What’s even more interesting, though, is the hint that what’s really worrying him is the fact that this powerful technology is entirely in the hands of a few huge corporations.

Until last year, Hinton told Metz, the Times journalist who has profiled him, “Google acted as a proper steward for the technology, careful not to release something that might cause harm.

“But now that Microsoft has augmented its Bing search engine with a chatbot – challenging Google’s core business – Google is racing to deploy the same kind of technology. The tech giants are locked in a competition that might be impossible to stop.”

He’s right. We’re moving into uncharted territory.
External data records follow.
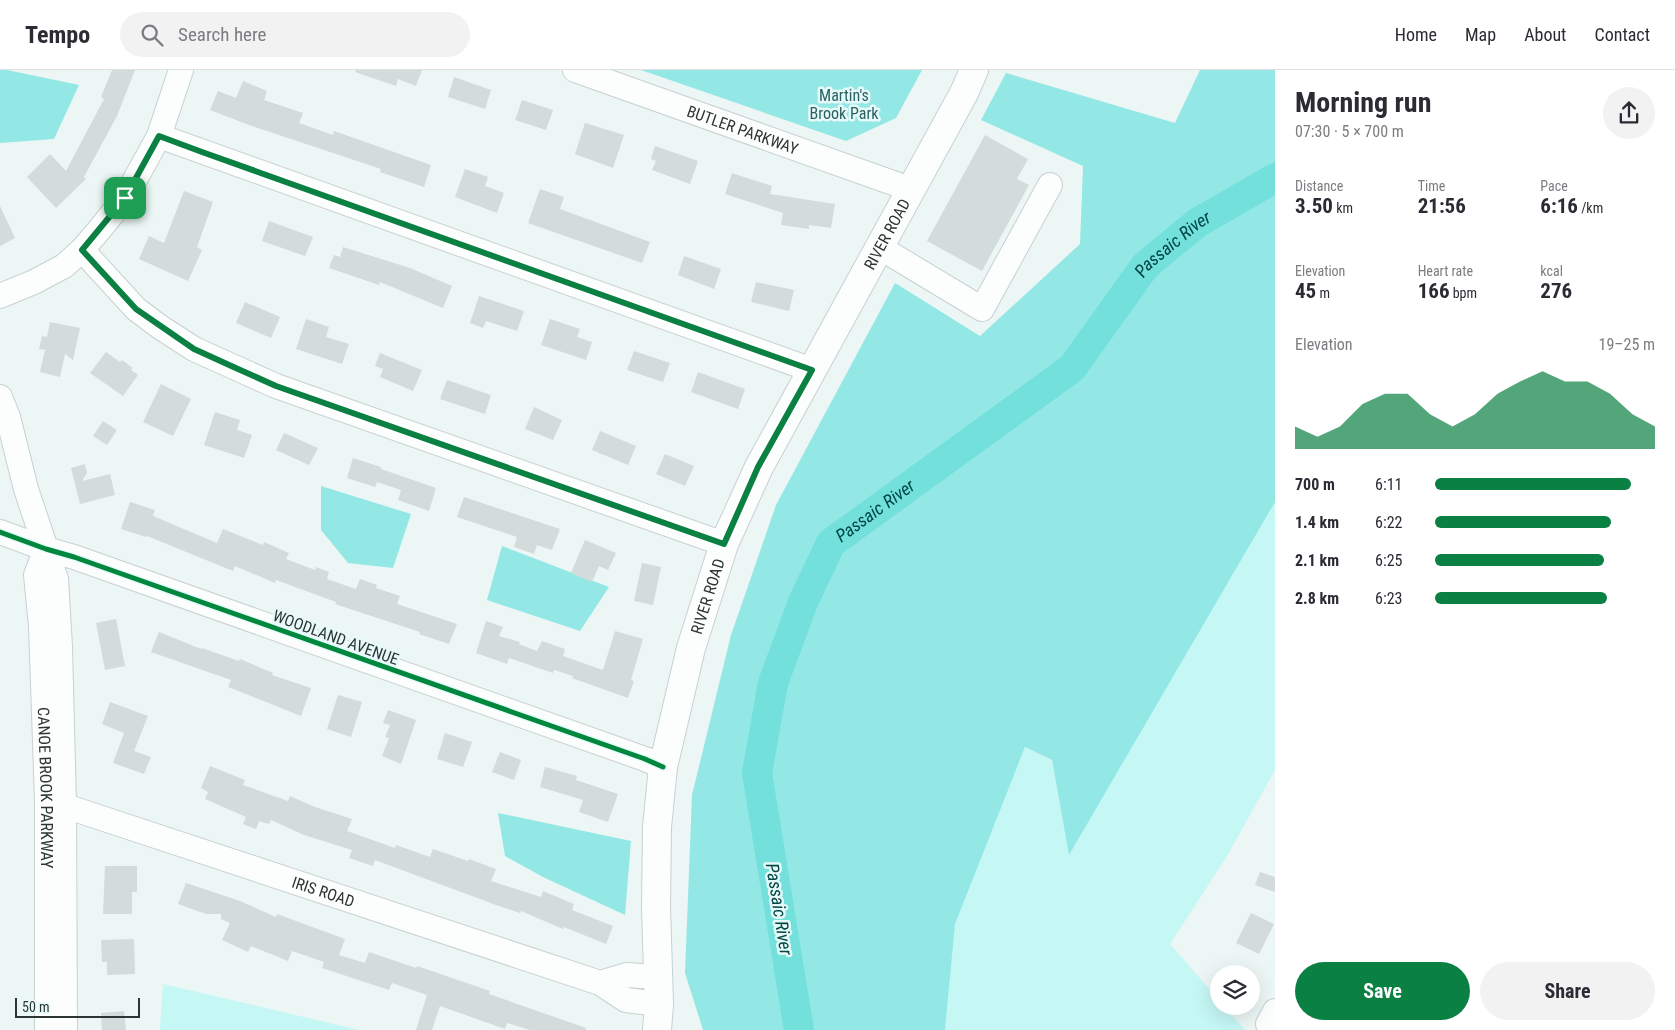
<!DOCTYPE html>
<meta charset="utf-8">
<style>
body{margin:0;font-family:"Roboto Condensed",sans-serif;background:#f2f2f3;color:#2b2b33;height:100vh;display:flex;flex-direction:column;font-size:19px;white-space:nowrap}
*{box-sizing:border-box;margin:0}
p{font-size:16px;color:#7c7c81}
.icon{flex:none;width:28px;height:28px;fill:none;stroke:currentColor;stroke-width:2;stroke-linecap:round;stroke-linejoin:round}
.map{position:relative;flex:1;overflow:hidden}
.details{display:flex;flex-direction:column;background:#fff;width:400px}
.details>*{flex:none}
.buttons{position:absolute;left:1210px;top:895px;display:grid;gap:10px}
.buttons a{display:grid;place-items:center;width:50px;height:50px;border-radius:50%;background:#fff;box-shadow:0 5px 20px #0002;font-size:25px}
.scale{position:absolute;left:15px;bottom:12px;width:125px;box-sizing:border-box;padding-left:5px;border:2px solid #2d3534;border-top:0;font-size:14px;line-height:18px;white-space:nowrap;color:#2d3534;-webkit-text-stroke:4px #e7faf9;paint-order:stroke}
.pin{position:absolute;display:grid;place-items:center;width:42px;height:42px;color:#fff;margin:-21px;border-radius:10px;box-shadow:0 2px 8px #0006}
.round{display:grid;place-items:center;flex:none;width:52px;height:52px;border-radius:26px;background:#f2f2f3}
.summary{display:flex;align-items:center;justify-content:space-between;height:85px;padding:0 20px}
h1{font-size:28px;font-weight:700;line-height:38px}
.stats{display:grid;grid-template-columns:repeat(3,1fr);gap:8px;height:85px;padding:5px 20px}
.stats div{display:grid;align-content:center}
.stats b{font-size:21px;font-weight:700}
.stats small{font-size:14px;font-weight:400}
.stats p{font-size:14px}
.chart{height:140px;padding:10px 20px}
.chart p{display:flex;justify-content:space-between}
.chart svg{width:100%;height:90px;margin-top:5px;fill:#0b8043;opacity:.7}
.button{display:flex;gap:10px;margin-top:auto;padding:10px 20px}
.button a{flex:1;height:58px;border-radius:30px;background:#0b8043;color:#fff;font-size:20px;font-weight:700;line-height:58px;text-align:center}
.button a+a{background:#f2f2f3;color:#2b2b33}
ul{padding:0 20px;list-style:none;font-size:16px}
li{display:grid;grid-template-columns:80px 60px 1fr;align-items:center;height:38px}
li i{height:12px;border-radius:6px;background:#0b8043}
header{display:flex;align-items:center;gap:30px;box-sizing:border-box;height:70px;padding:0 25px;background:#fff;border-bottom:1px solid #e1e1e2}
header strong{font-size:24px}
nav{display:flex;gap:28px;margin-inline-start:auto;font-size:18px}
.search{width:350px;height:45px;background:#f2f2f3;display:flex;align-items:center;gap:12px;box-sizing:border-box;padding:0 18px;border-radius:28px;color:#7c7c81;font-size:19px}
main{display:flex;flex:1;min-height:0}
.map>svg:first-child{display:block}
.green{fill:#c5f7f5}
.forest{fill:#93e8e6}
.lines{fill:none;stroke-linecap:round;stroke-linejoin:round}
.river{stroke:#74e0dc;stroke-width:30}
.building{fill:#d3dcdb}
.minor-casing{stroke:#c8d1d0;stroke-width:26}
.major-casing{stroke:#c8d1d0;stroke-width:30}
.minor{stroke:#fcfefe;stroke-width:24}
.major{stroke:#fcfefe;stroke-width:28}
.cycleway-casing{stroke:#e7faf9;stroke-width:8}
.cycleway{stroke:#00873e;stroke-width:5}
.route-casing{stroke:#fff;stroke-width:10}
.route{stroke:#0b8043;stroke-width:6}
.labels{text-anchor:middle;stroke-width:5;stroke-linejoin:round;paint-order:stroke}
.park-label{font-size:16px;fill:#286261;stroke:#e7faf9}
.street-label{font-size:16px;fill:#2d3534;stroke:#e7faf9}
.water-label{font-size:18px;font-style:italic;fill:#014645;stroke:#e7faf9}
</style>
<header>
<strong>Tempo</strong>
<div class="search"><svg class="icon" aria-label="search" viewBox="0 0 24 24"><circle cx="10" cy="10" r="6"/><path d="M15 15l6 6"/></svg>Search here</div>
<nav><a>Home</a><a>Map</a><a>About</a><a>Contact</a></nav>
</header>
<main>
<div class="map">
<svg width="1275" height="960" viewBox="0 0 1275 960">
<rect width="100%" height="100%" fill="#ebf6f5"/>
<g class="green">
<path d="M1275 432V700L1227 786 1170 874 1219 930V936H1224L1245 960H945L954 854 1025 677 1052 690 1069 784Z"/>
<path d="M163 914 359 960H160Z"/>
</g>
<g class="forest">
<path d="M0 0H7L79 15 54 69 0 73Z"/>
<path d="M641 0H922L896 48 846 71Z"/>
<path d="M1200 0H1275V432L1069 785 1052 690 1025 677 955 854 945 960H703L685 903 692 725 731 565 776 435 895 213 980 266 1080 174 1083 96 981 50 1006 3 1175 53Z"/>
<path d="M321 416 411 444 393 498 348 493 321 460Z"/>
<path d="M502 476 609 517 580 561 487 530Z"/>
<path d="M498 743 631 771 625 845 543 807 505 786Z"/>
</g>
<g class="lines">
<path class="river" id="s1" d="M799 960 757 703 773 613 803 532 831 473 1072 298 1145 196 1197 153 1275 108"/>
</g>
<g class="building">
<path d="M112 0H135L117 46 84 107 86 109 56 138 27 107 50 84 66 101 104 29 101 27Z"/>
<path d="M356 0H422L416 16 398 9 396 16 355 2Z"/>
<path d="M454 7 491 20 485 39 448 27Z"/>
<path d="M243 11 267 21 264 30 303 43 299 53 333 65 334 61 431 95 424 117 380 102 381 99 249 55 210 40 218 21 236 28Z"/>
<path d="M522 30 553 40 546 60 515 50Z"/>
<path d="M585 53 624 65 613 98 575 84Z"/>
<path d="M985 65 1028 89 1017 109 1029 115 982 201 927 171Z"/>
<path d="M655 76 698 91 690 114 652 100 656 91 651 89Z"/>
<path d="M465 99 488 107 485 116 504 123 497 143 455 127Z"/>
<path d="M732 103 772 116 770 124 835 134 831 158 809 155V159L781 155 783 143 725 124Z"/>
<path d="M540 119 564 127 560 139 650 172 642 193 528 153Z"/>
<path d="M184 121 213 132 197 177 202 180 188 211 139 189 149 166 164 173Z"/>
<path d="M0 136 15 168 0 176Z"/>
<path d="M269 151 313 167 305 186 262 171Z"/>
<path d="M343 177 410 198 452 216 443 238 380 212 379 215 329 198 334 185 340 187Z"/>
<path d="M684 186 721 199 714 219 678 205Z"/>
<path d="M756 212 794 220 789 241 751 232Z"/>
<path d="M479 226 524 241 517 261 486 251 483 258 470 253Z"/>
<path d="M245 232 280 247 271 268 236 253Z"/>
<path d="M306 249 329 257 326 267 349 274 342 294 296 279Z"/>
<path d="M550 249 580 259 577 267 592 272 586 290 541 275Z"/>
<path d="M50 252 80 258 73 290 65 284 60 307 40 302 45 280 39 279 42 266 47 267Z"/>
<path d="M634 281 670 293 663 312 627 300Z"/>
<path d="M106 282 120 292 122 290 133 298 131 300 138 305 123 326 90 303Z"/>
<path d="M380 283 422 300 413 321 380 307 383 299 375 296Z"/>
<path d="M698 302 745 319 738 339 691 322Z"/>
<path d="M447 310 491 325 485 344 440 329Z"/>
<path d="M161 314 191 329 173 366 143 352Z"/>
<path d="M534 337 562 350 553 370 525 359Z"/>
<path d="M215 342 240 350 237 360 252 365 244 388 204 375Z"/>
<path d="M103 351 117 360 107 375 93 366Z"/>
<path d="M600 361 636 376 628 395 592 380Z"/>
<path d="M284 363 318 378 309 395 276 380Z"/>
<path d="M665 384 694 396 685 416 656 404Z"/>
<path d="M353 388 381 397V399L436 418 429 441 398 430 401 420 377 412 375 417 347 408Z"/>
<path d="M85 394 87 403 82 411 110 404 115 425 80 434 71 398Z"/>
<path d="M464 427 560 459 552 480 537 475 534 484 514 477 517 467 457 447Z"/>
<path d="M130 432 155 440 153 446 217 473 223 459 263 475 264 472 289 483 286 489 315 500 316 497 329 502 327 509 356 519 360 509 377 515 376 518 400 526 397 534 457 554 449 574 419 564 420 562 335 534 336 532 276 510 275 513 235 496 233 501 147 466 146 467 121 459Z"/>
<path d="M585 470 616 483 608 500 599 496 592 512 571 503Z"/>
<path d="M642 493 661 497 653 535 634 531Z"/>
<path d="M116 549 125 596 105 600 96 553Z"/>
<path d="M486 551 503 557 499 566 520 572 519 574 537 581 542 571 565 579 563 586 603 600 615 561 643 569 631 610 634 611 628 628 572 608 573 606 554 600 553 603 509 588 507 594 476 583Z"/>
<path d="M159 562 201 579 202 578 239 591 240 589 273 603 272 605 311 618 301 646 228 617 231 610 151 582Z"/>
<path d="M338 625 362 632 351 667 327 659Z"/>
<path d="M110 632 148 646 134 681 151 687 144 704 113 693 124 663 102 654Z"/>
<path d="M388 640 416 650 401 694 382 686 389 668 385 667 390 655 383 653Z"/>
<path d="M445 663 472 672 463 697 437 689Z"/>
<path d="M500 682 521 690 514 710 492 702Z"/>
<path d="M210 696 245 710 243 715 288 731 290 726 315 737 352 749 347 761 395 778 396 775 430 787 433 779 468 791 469 789 496 799 491 811 541 827 543 821 574 834 572 840 613 856 606 874 564 857 563 859 521 841 520 843 496 835 375 790 373 796 349 788 352 780 304 765 271 750 269 754 259 751 256 759 243 754 246 747 205 729 208 722 201 718Z"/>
<path d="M545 697 577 706 576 710 618 724 608 752 579 742 583 730 540 717Z"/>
<path d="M105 796H137V822H132V844H103Z"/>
<path d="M1260 802 1275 807V822L1255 815Z"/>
<path d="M186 813 240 831 276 847 277 844 345 869 339 885 365 893 369 882 416 898 417 896 490 921 489 924 586 958V960H530L507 953 505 959 440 936 432 960H416L427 925 392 913 389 920 322 898 324 892 292 881 288 891 251 876 248 882 222 870 230 853 221 849V844H206L178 834Z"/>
<path d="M1251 843 1274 854 1259 884 1236 873Z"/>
<path d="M134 869 135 904 107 905V892H102L101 870Z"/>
<path d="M124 941 126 960H102L101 943Z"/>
</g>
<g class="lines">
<defs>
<g id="minor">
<path id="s2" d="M575 0 910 119"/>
<path d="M159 66 812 300"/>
<path d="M879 177 982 239 1050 115"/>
<path d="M82 180 136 239 160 257 194 279 276 316 724 474"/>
<path d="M0 226 34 212 64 196 82 180 100 159 125 128 159 66 181 0"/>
<path d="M0 327 8 347 26 419 56 509 60 577 64 736 65 960"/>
<path d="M0 462 46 479 74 487 645 689 663 697"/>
<path id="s3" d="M46 479 36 505 41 556 47 730V960"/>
<path id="s4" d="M47 730 600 913 626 930 659 934"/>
<path d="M600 913 627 905 658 907"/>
<path d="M1268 954 1275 941"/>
</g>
<g id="major">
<path id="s5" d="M657 960 659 934 656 837 657 757 663 697 691 578 724 474 759 397 964 23 974 0"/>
</g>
</defs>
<use href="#minor" class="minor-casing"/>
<use href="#major" class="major-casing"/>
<use href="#minor" class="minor"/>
<use href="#major" class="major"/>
<defs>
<g id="cycleway">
<path d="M159 66 812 300"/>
<path d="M82 180 136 239 160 257 194 279 276 316 724 474"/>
<path d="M0 462 46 479 74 487 645 689 663 697"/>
</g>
</defs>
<use href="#cycleway" class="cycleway-casing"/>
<use href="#cycleway" class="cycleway"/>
</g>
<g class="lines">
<defs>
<path id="route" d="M159 66 202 82 812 300 758 397 724 474 276 316 238 299 194 279 136 239 82 180 125 128Z"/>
</defs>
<use href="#route" class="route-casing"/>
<use href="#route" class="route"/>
</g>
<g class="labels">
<g class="park-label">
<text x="844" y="31">Martin's<tspan x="844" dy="18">Brook Park</tspan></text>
</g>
<g class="street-label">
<text dy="6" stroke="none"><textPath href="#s2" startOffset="178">BUTLER PARKWAY</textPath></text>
<text dy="6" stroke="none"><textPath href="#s5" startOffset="845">RIVER ROAD</textPath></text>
<text dy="6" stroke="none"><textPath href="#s5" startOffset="440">RIVER ROAD</textPath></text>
<text transform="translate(336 567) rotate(20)" y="6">WOODLAND AVENUE</text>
<text dy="6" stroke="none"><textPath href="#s3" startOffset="241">CANOE BROOK PARKWAY</textPath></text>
<text dy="6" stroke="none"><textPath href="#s4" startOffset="291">IRIS ROAD</textPath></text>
</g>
<g class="water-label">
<text dy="6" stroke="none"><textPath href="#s1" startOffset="962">Passaic River</textPath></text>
<text dy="6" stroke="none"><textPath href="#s1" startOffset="558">Passaic River</textPath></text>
<text transform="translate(779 839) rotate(81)" y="6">Passaic River</text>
</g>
</g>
</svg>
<div class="buttons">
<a><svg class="icon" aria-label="layers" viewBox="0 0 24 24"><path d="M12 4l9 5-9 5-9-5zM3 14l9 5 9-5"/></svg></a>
</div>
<div class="scale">50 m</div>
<div class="pin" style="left:125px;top:128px;background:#1e9e55"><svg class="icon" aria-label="arrive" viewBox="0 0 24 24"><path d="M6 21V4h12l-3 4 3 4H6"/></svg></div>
</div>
<section class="details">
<div class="summary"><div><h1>Morning run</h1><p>07:30 · 5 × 700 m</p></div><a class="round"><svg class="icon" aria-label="share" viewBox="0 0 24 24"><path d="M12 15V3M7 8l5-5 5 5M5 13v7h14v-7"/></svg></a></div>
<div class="stats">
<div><p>Distance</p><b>3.50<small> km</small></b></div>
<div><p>Time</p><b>21:56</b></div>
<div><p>Pace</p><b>6:16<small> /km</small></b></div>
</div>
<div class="stats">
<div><p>Elevation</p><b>45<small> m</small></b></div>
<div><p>Heart rate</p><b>166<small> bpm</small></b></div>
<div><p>kcal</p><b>276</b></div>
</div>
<div class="chart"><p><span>Elevation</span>19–25 m</p>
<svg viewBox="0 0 160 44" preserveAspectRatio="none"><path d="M0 44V33L10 38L20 33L30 22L40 17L50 17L60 27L70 33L80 27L90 17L100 11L110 6L120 11L130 11L140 17L150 27L160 33V44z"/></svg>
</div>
<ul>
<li><b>700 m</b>6:11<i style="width:89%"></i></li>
<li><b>1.4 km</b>6:22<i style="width:80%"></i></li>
<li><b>2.1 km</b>6:25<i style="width:77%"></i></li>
<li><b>2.8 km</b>6:23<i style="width:78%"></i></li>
</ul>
<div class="button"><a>Save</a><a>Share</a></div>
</section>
</main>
Well, not entirely uncharted. As I read of Hinton’s move on Monday, what came instantly to mind was a story Richard Rhodes tells in his monumental history The Making of the Atomic Bomb. On 12 September, 1933, the great Hungarian theoretical physicist Leo Szilard was waiting to cross the road at a junction near the British Museum. He had just been reading a report of a speech given the previous day by Ernest Rutherford, in which the great physicist had said that anyone who “looked for a source of power in the transformation of the atom was talking moonshine”.

Szilard suddenly had the idea of a nuclear chain reaction and realized that Rutherford was wrong. “As he crossed the street”, Rhodes writes, “time cracked open before him and he saw a way to the future, death into the world and all our woe, the shape of things to come”.

Szilard was the co-author (with Albert Einstein) of the letter to President Roosevelt (about the risk that Hitler might build an atomic bomb) that led to the Manhattan Project, and everything that followed.

John Naughton is an Observer columnist and chairs the advisory board of the Minderoo Centre for Technology and Democracy at Cambridge University.